Live Review
Lovebox Festival
Victoria Park, Shoreditch

Love hasn’t been cool since before I was born so it’s a curious choice of title for a festival that so obviously has its eyes on the disposable income of cool, young whoevers. The adjunct ‘box’ is stranger still, but we’re dealing here with the brainchild of Groove Armada, with whom it’s better not to ask questions but to just ‘chill’ etc. Over the last few years though, this shindig has grown from its dance roots into a versatile three-day mammoth, aimed at those Capital punters too lazy for anything outside of the M25.

This seemed to give the weekend a take-it-or-leave it vibe and in spite of efforts to broaden its musical palette, it was on familiar beats-based turf that Lovebox performed best. The line up might’ve screamed ‘adroit-mix-of-classics-and-newbies’ and given us one awesome Bryan Ferry-shaped, exclusive centrepiece, but the live acts tended to disappoint. Ellie Goulding is (surprise) the worst. By miles. ‘We’re under the sheets and you’re killing me,’ goes the chorus to one of her knock-off Eurhythmics, pointless and totally forgettable songs. Whoever she’s singing about, you’d have to sympathise with them. Mystery Jets are equally nauseating, Roxy Music (minus Eno) and Dizzee Rascal (minus integrity) are good but not great and I sadly slept through Grace Jones (blame Pizza Express’ ruinously soporific mobile stall), but I’m told she was, as usual, very good.
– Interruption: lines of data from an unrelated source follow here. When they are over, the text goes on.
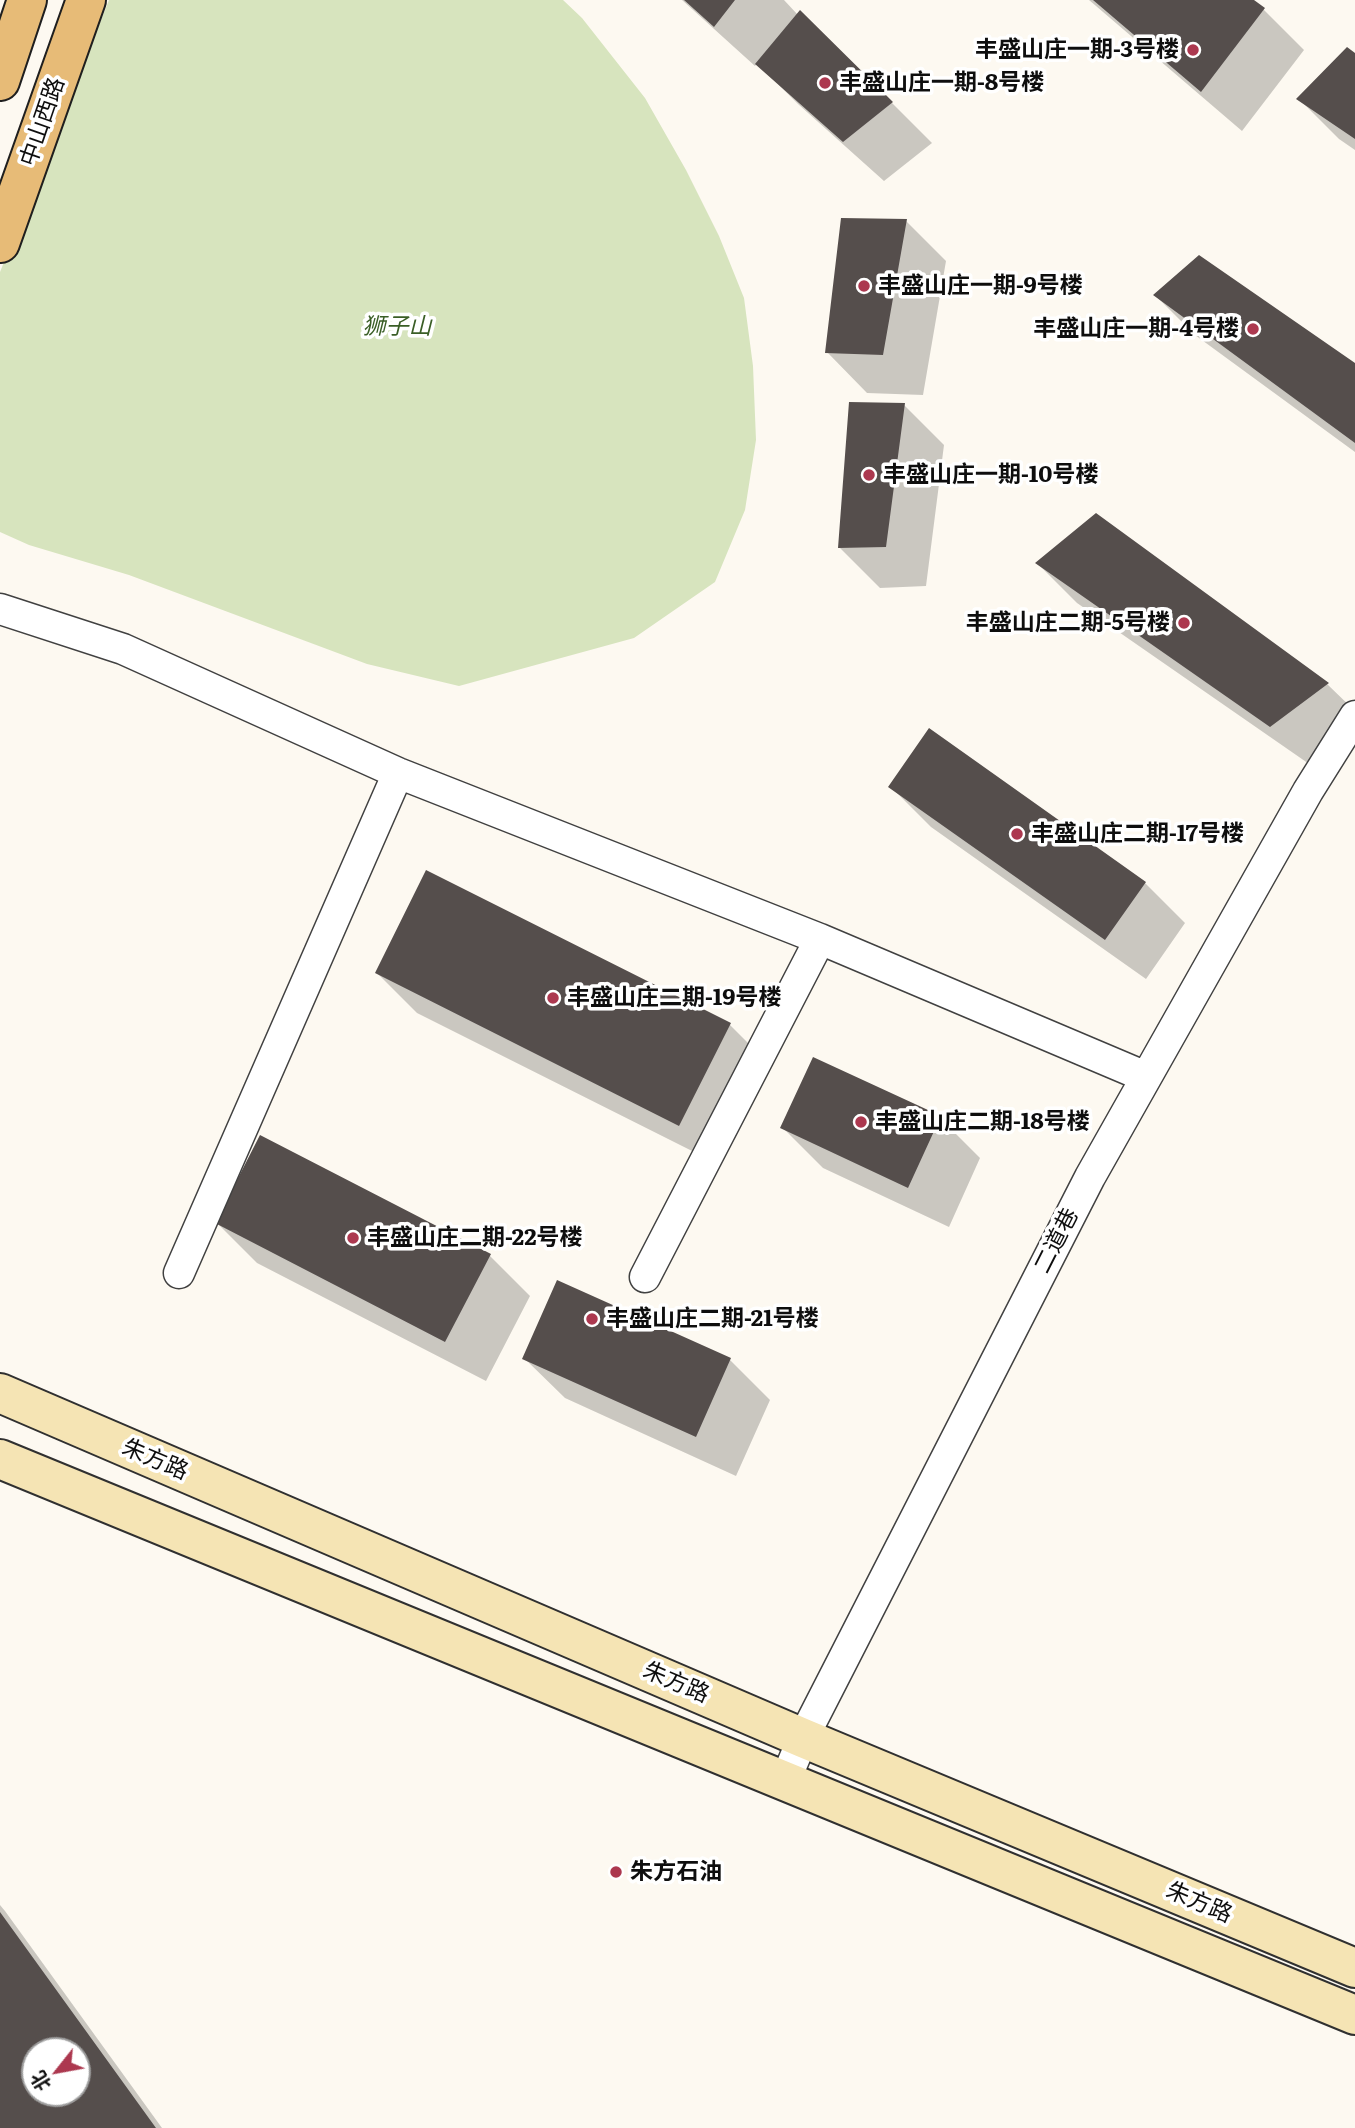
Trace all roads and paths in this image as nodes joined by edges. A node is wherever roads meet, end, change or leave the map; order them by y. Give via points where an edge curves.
1 (27, 0) edge
2 (86, 0) edge
3 (0, 81) edge
4 (0, 243) edge
5 (0, 609) edge
6 (1355, 716) edge
7 (398, 773) junction
8 (820, 939) junction
9 (1146, 1077) junction
10 (179, 1273) dead end
11 (645, 1277) dead end
12 (0, 1394) edge
13 (0, 1459) edge
14 (803, 1738) junction
15 (785, 1781) junction
16 (1355, 1968) edge
17 (1355, 2015) edge

1 - 3 main road
2 - 4 main road, 中山西路
5 - 7 street via 122,649
6 - 9 street, 二道巷
7 - 8 street
7 - 10 street
8 - 9 street
8 - 11 street
9 - 14 street, 二道巷 via 1090,1177
12 - 14 main road, 朱方路
13 - 15 main road, 朱方路
14 - 15 street, 二道巷
14 - 16 main road, 朱方路
15 - 17 main road, 朱方路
The highlight (actual surprise this time) is The Noisettes – a band criminally under-appreciated by virtue of one very over-played number one. They eloquently knock-out that creepy-as-fuck ‘Pure Imagination’ song from Willy Wonka and the Chocolate Factory and a gifted cover of ‘Ever Fallen in Love?’. Their brand of shits-on-Winehouse new wave soul is also paired with some neat, pre-war stage décor that has all the music critics in the crowd humming ‘hm, poppy and credible’ to their patient friends. For the festival in question, it seems a perfect match – after all, it’s hard to find a vision of love more cool and contemporary than thousands of people singing ‘I’ll never forget you’ with absolutely no one in particular in mind.